The European Union has not discussed with Ireland any need for financial help, the EU's economic and monetary affairs commissioner has said.
Olli Rehn is in Dublin for two days to review the Irish Republic's draconian draft 2011 budget.
Financial markets increasingly fear the government will default on its debts, with Irish bond yields at new highs.
But Mr Rehn said confidence would be restored once the country published a four-year plan to cut debts.
His visit is being seen as an effort to convince markets that Ireland does not need a Greece-style bailout.
"Ireland has not requested the activation of any European financial backstops, we have not discussed this matter," Mr Rehn said.
The Irish parliament, the Dail, will vote in December on the budget.
However, concerns are mounting that it may not pass the budget.
In a joint press conference with Irish Finance Minister Brian Lenihan, Mr Rehn urged all parties to support planned cuts.
The country has promised the EU it will bring its underlying deficit down from 12% of economic output to 3% by 2014.

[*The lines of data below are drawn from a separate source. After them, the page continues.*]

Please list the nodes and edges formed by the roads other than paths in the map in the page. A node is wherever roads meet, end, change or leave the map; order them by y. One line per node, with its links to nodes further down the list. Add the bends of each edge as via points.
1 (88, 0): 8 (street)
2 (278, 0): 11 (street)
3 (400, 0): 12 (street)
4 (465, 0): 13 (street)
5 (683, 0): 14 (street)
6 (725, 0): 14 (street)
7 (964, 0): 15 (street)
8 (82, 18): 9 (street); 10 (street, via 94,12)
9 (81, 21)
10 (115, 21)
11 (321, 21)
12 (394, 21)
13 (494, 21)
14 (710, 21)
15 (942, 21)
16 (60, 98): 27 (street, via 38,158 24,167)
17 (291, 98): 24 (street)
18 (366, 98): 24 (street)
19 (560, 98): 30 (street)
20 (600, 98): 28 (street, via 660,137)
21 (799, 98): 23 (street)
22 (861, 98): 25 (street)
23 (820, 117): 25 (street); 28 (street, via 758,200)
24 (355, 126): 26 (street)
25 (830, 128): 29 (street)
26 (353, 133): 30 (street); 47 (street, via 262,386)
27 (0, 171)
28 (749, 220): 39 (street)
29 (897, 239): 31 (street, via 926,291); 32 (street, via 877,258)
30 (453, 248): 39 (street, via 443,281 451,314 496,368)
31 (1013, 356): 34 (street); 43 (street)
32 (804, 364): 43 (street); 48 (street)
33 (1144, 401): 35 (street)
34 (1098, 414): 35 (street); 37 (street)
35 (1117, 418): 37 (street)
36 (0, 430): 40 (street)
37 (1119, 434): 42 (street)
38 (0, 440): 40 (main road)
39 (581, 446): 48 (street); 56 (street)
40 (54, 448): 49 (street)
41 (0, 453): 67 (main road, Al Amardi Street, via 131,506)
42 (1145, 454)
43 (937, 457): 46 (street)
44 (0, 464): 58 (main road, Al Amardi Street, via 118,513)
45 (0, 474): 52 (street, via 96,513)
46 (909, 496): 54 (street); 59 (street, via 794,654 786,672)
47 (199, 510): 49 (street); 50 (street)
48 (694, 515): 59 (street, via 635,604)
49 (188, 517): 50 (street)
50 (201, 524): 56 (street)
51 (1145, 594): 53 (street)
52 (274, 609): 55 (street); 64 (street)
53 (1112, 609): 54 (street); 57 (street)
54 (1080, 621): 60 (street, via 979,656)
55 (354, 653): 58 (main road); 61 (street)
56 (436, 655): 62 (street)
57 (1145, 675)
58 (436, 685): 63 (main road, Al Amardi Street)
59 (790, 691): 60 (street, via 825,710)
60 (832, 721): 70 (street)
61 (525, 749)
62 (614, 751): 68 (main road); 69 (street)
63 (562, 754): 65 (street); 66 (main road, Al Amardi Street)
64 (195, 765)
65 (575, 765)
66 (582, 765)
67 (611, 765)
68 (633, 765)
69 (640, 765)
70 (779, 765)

The Irish Republic's current deficit is an unprecedented 32% of gross domestic product, if the one-off cost of bad debts in the state-guaranteed Irish banking system is included.
The draft budget will include a record 6bn euros (£5.2bn, $8.4bn) of spending cuts, and aims to bring the deficit down to between 9.5-9.75% next year.
Full details of the budget - which needs the EU's endorsement - will be published on 7 December.
The opposition Fine Gael party, while agreeing that the budget needs to be brought under control, has said it does not plan to support the budget because it has no confidence in the government.
The government has delayed four by-elections to the parliament, which have the potential to deprive it of its majority of just three seats.
After a ruling by the Republic's second-highest court, the government has agreed to hold the longest-delayed by-election on 25 November.
The Donegal South seat has remained vacant for 17 months, which in the court's opinion is an unreasonable delay.
However, the government said it would not hold the other three elections until the Irish supreme court had heard its appeal against the lower court's ruling.
Whether or not the budget passes, markets are increasingly concerned that Dublin will find its debt trap impossible to escape from.
Investors fear that the budget cuts are likely to worsen the country's already deep recession, leading to further losses to the government via falling tax revenues and higher benefit payments.
And there is concern that there may be more big write-downs of bad debts to come from the Irish banking system.
Writing in the Irish Times, economist Morgan Kelly of University College, Dublin, warned that losses at the other state-guaranteed banks could more than equal the approximately 30bn euros that the Irish government has already suffered at Anglo Irish Bank.
The annual yield on the Irish Republic's benchmark 10-year bond hit a record high of 7.84% on Monday, as investors demanded a higher return to compensate them for the risk of a debt default.
The difference in yield between the Irish bond and its German counterpart - which measures their relative riskiness - also hit a new high of 5.56%.
Some investors warned that the Irish government may face a "buyers' strike" by bond investors when it next needs to borrow from the market by the middle of next year.
If so, the Irish Republic may have to turn to the EU's new sovereign bail-out fund.